Les thuriféraires néocoloniaux de l’Occident impérialiste se retrouvent orphelins de leurs « modèles » étatsunien, français, britannique, allemand en faillite pour s’en trouver d’autres qui leurs sont désignés par les mêmes maîtres impérialistes : Corée du Sud, Japon, Taïwan et même, tenez vous bien, la région administrative spéciale de Hong Kong présentée comme un pays à part.

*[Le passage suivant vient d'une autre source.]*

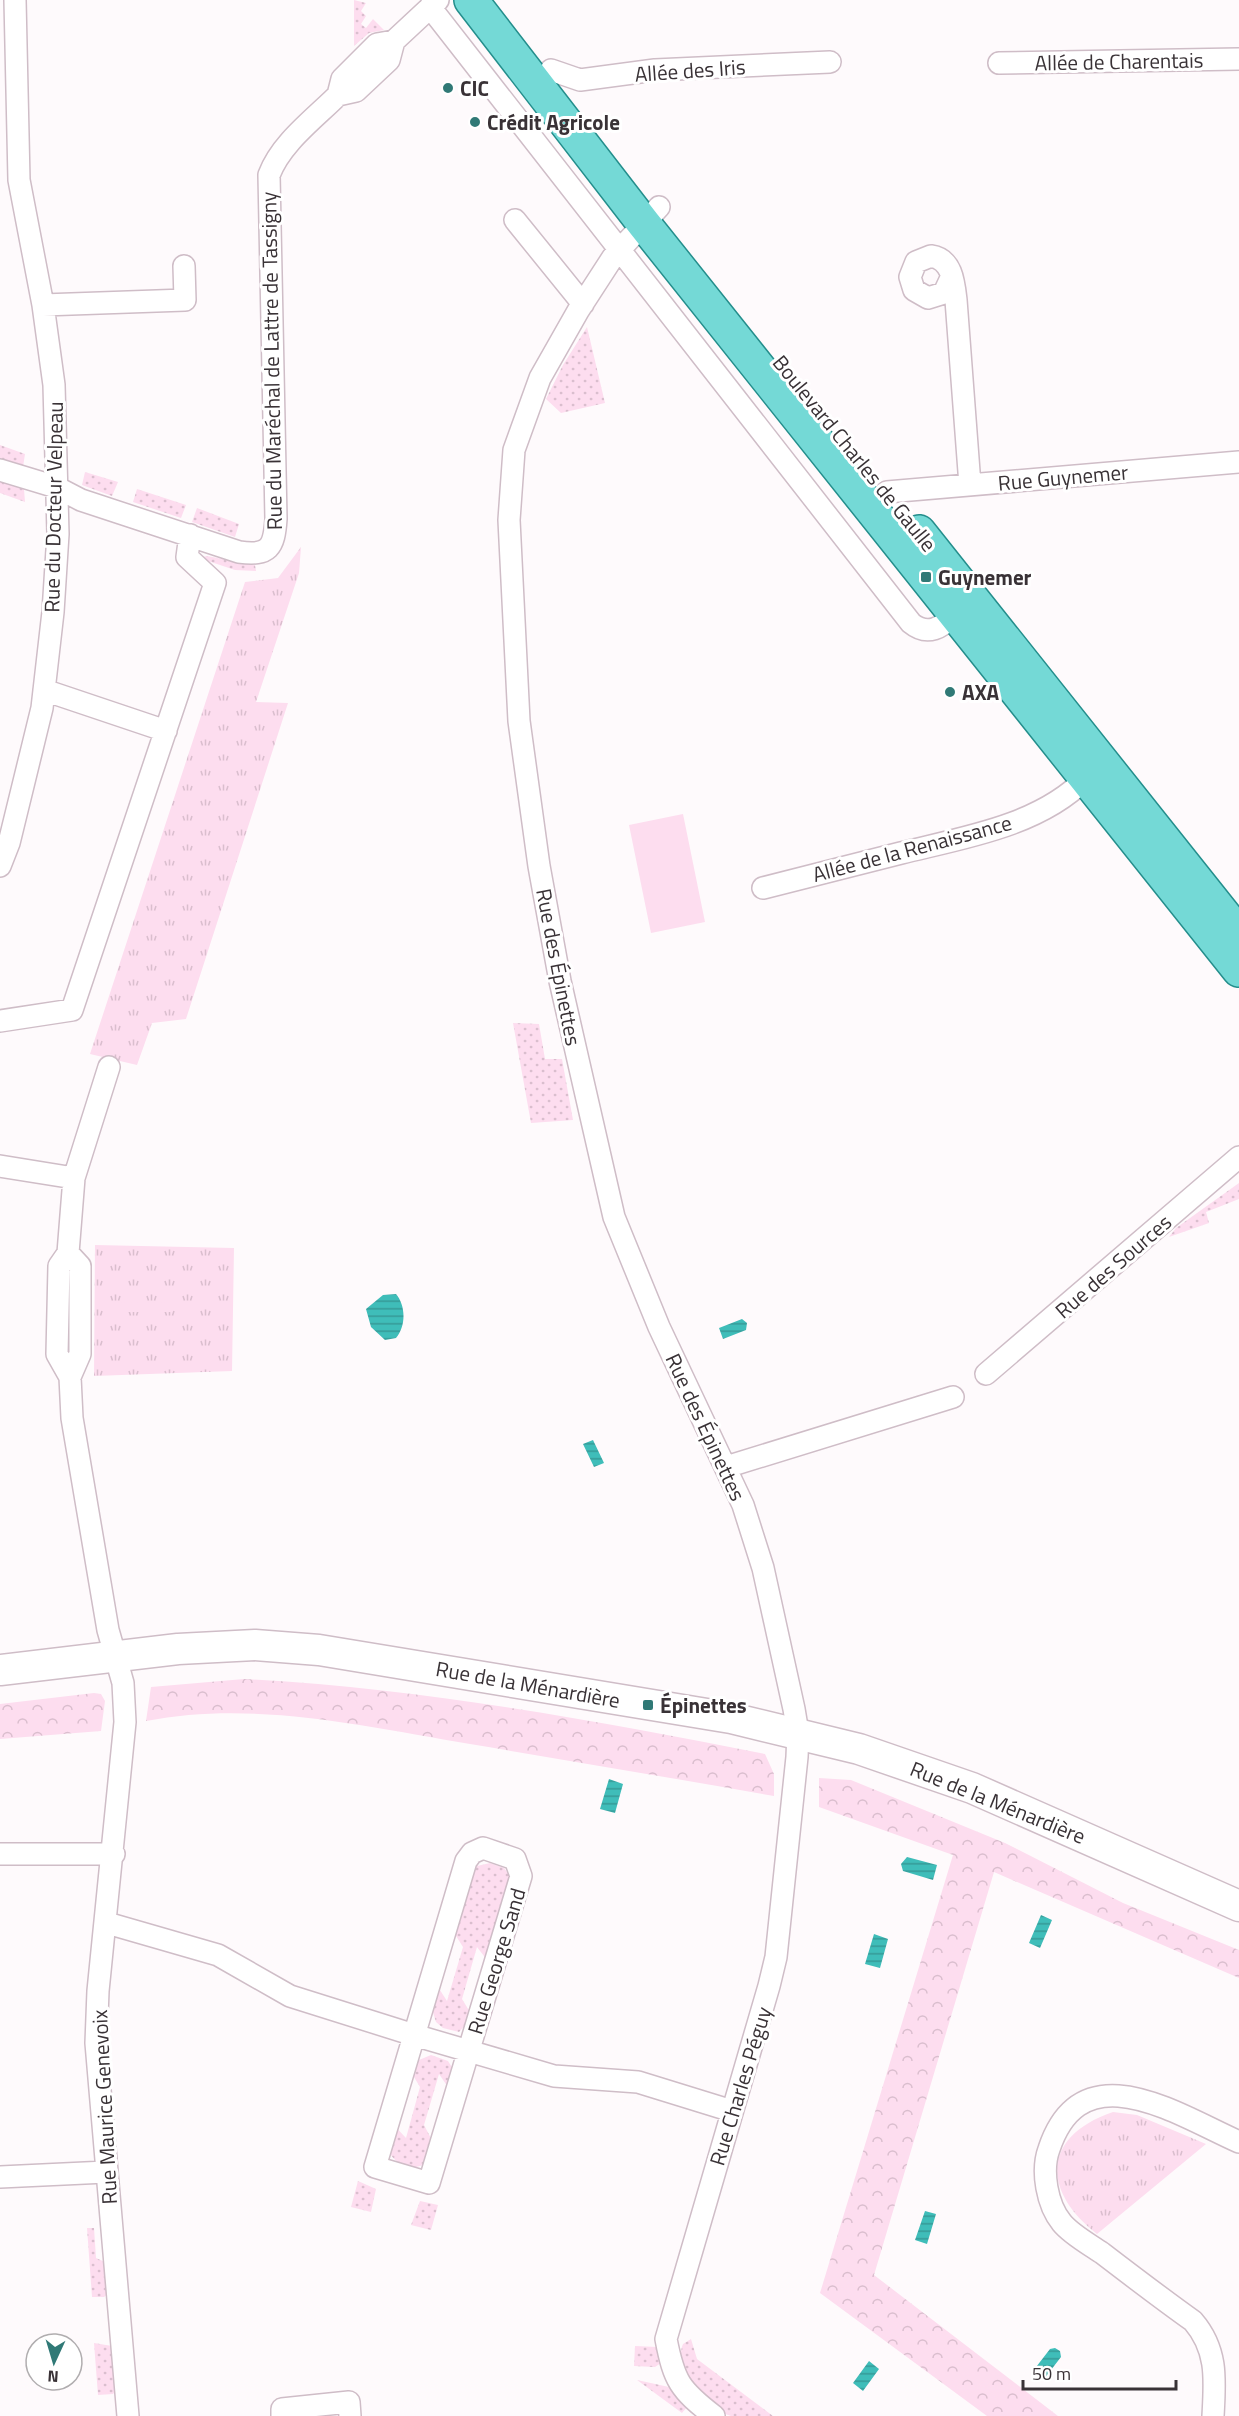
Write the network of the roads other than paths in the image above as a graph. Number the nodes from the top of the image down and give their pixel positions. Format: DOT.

Ceci tout simplement pour éviter de réfléchir sur les expériences victorieuses contre l’épidémie de Covid 19 et plus généralement contre les pandémies de la Chine Populaire, du Vietnam, de la Corée du Nord et de Cuba qui volent au secours y compris des pays « modèles » de nos bourgeoisies néocoloniales.

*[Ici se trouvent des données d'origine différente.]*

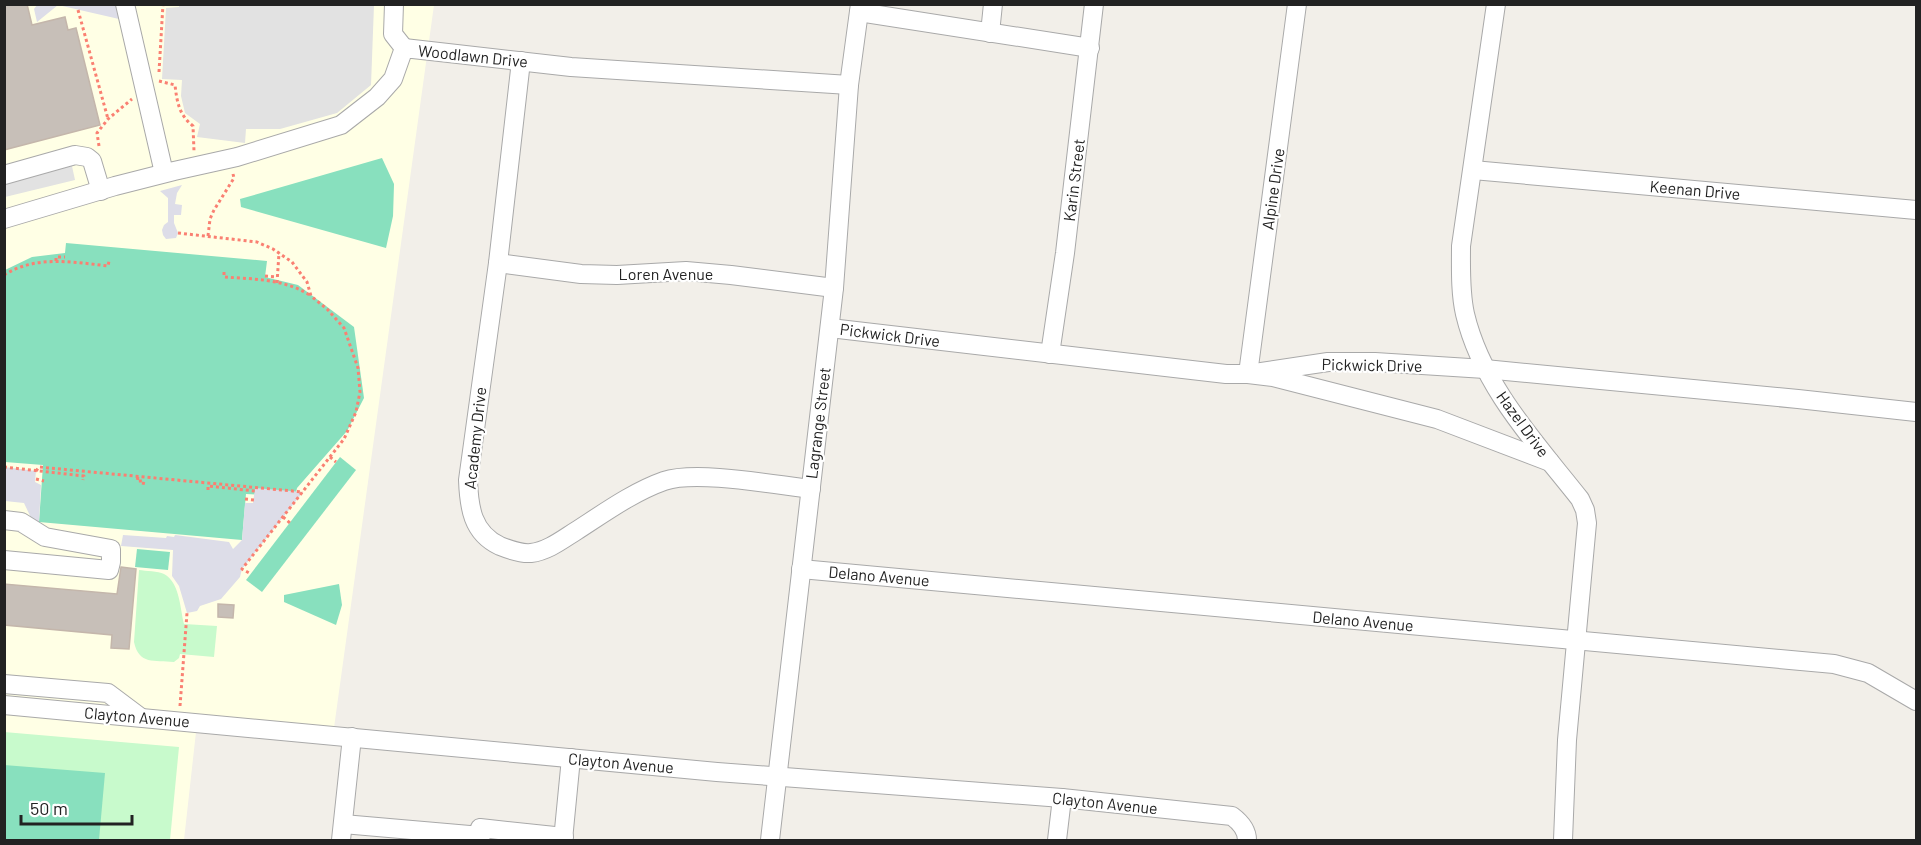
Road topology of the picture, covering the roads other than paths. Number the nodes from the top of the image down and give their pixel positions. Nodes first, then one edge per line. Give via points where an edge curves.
1 (125, 4) edge
2 (394, 4) edge
3 (993, 4) edge
4 (1094, 4) edge
5 (1297, 4) edge
6 (1496, 4) edge
7 (860, 8) edge
8 (990, 33) junction
9 (404, 48) junction
10 (1090, 48) junction
11 (520, 62) junction
12 (849, 85) junction
13 (1473, 170) junction
14 (164, 173) junction
15 (4, 175) edge
16 (101, 191) junction
17 (1917, 210) edge
18 (4, 219) edge
19 (498, 263) junction
20 (834, 288) junction
21 (830, 328) junction
22 (1050, 354) junction
23 (1485, 369) junction
24 (1248, 374) junction
25 (1917, 412) edge
26 (1551, 462) junction
27 (811, 489) junction
28 (4, 520) edge
29 (4, 560) edge
30 (801, 569) junction
31 (1577, 641) junction
32 (4, 684) edge
33 (1917, 701) edge
34 (4, 705) edge
35 (142, 718) junction
36 (352, 737) junction
37 (571, 758) junction
38 (777, 775) junction
39 (1062, 798) junction
40 (342, 832) edge
41 (564, 839) edge
42 (770, 840) edge
43 (1057, 840) edge
44 (1247, 840) edge
45 (1563, 840) edge

1 - 14 street
2 - 9 street via 393,34
3 - 8 street
4 - 10 street, Karin Street
5 - 24 street, Alpine Drive
6 - 13 street, Hazel Drive
7 - 8 street
7 - 12 street, Lagrange Street
8 - 10 street
9 - 11 street, Woodlawn Drive
9 - 14 street, Woodlawn Drive via 393,79 341,125 237,157
10 - 22 street, Karin Street
11 - 12 street, Woodlawn Drive
11 - 19 street, Academy Drive
12 - 20 street, Lagrange Street
13 - 17 street, Keenan Drive
13 - 23 street, Hazel Drive via 1461,246 1461,277 1471,335
14 - 16 street, Woodlawn Drive
15 - 16 street via 82,155 92,161
16 - 18 street, Woodlawn Drive
19 - 20 street, Loren Avenue via 581,274 686,271
19 - 27 street, Academy Drive via 468,480 469,507 478,526 493,542 512,551 531,553 550,547 631,497 666,481 718,478
20 - 21 street, Lagrange Street
21 - 22 street, Pickwick Drive
21 - 27 street, Lagrange Street
22 - 24 street, Pickwick Drive
23 - 24 street, Pickwick Drive via 1328,362
23 - 25 street, Pickwick Drive
23 - 26 street, Hazel Drive
24 - 26 street via 1284,379 1437,419
26 - 31 street, Hazel Drive via 1585,510
27 - 30 street, Lagrange Street
28 - 29 street via 21,522 45,537 111,549 111,562 109,570
30 - 31 street, Delano Avenue
30 - 38 street, Lagrange Street
31 - 33 street, Delano Avenue via 1833,664 1868,673
31 - 45 street, Hazel Drive via 1567,740
32 - 35 street via 108,693
34 - 35 street, Clayton Avenue
35 - 36 street, Clayton Avenue
36 - 37 street, Clayton Avenue
36 - 40 street
37 - 38 street, Clayton Avenue
37 - 41 street
38 - 39 street, Clayton Avenue
38 - 42 street, Lagrange Street
39 - 43 street
39 - 44 street, Clayton Avenue via 1232,816 1244,828
40 - 41 street via 481,836 480,828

La subordination culturelle à l’Occident impérialiste ou pour paraphraser Frantz Fanon l’aliénation idéologique néocoloniale est consécutive à la dépendance économique et politique à l’impérialisme.
Cette oppression néocoloniale de l’impérialisme se traduit par la propriété privée de l’essentiel des moyens de productions industrielles, des moyens d’échanges et des richesses du sous-sol par les capitalistes étrangers, principalement français au Sénégal.
N’est ce pas là tout simplement une des principales causes de l’échec de l’appel du Président Macky Sall aux opérateurs économiques nationaux à abonder le fond de 1000 milliards de francs Cfa dans le cadre de la lutte contre le Covid 19 ? Au Nigeria pour le moment, il n’y a pas eu appel au capital étranger (qu’il faut taxer plus sérieusement), la bourgeoisie nationale a mis la main à la poche tout comme pour la lutte contre le terrorisme.
Au regard de la réalité de l’indigence néocoloniale, ne faut-il pas, dès à présent, poser la question décisive de la NATIONALISATION ou de la RENATIONALISATION avec contrôle des travailleurs et des usagers des secteurs stratégiques de l’économie nationale comme leviers indispensables à « l’Etat stratège » qui revient, après une longue hibernation, dans le programme politique de la jeunesse en rébellion contre la mal gouvernance libérale néocoloniale ?
Le premier test pour le pouvoir libéral est de mettre en adéquation sa nouvelle parole et ses actes en commençant par la NATIONALISATION de l’entreprise pharmaceutique MEDIS qui fabrique justement les médicaments dont la chloroquine permettant de médiquer les malades du Covid 19.
En tout cas, la crise pandémique du Covid 19 aura un avant et un après géopolitique qui va faire évoluer le monde dans la direction de se débarrasser de l’hégémonie unilatérale de l’Occident impérialiste (USA, UE). On doit douter que la servilité néocoloniale soit en capacité de prendre cette donne en devenir en compte ?
Le Président Macky Sall demande les « pleins pouvoirs » et « l’union sacrée », n’est-ce pas à lui de mériter cela par des actes comme ceux que le Président Nicolas Maduro du Venezuela a décidé en annonçant le confinement et la massification des tests pourtant dans un pays qui subit le diktat criminel du blocus des USA le 22 mars dernier : – « La suspension des loyers pour les PARTICULIERS et les commerçants durant 6 mois – L’interdiction des licenciements jusqu’au 31 décembre 2020 – La suspension des factures d’eau et d’électricité pendant 6 mois – La suspension des remboursements d’emprunt à la consommation ou hypothécaire – La massification du programme public de distribution d’aide alimentaire à domicile – La généralisation des bons d’ajustement salariaux (revenu universel) – L’État prend en charge les salaires des PME pendant 6 mois – Des crédits d’État pour les entreprises des secteurs santé, alimentation, pharmaceutiques, hygiène ».
Mesures de salubrité publique d’un pays en voie de développement qu’aucun pays impérialistes (USA, UE) n’est capable de prendre en faveur des populations parce que le capitalisme c’est le profit avant l’humain.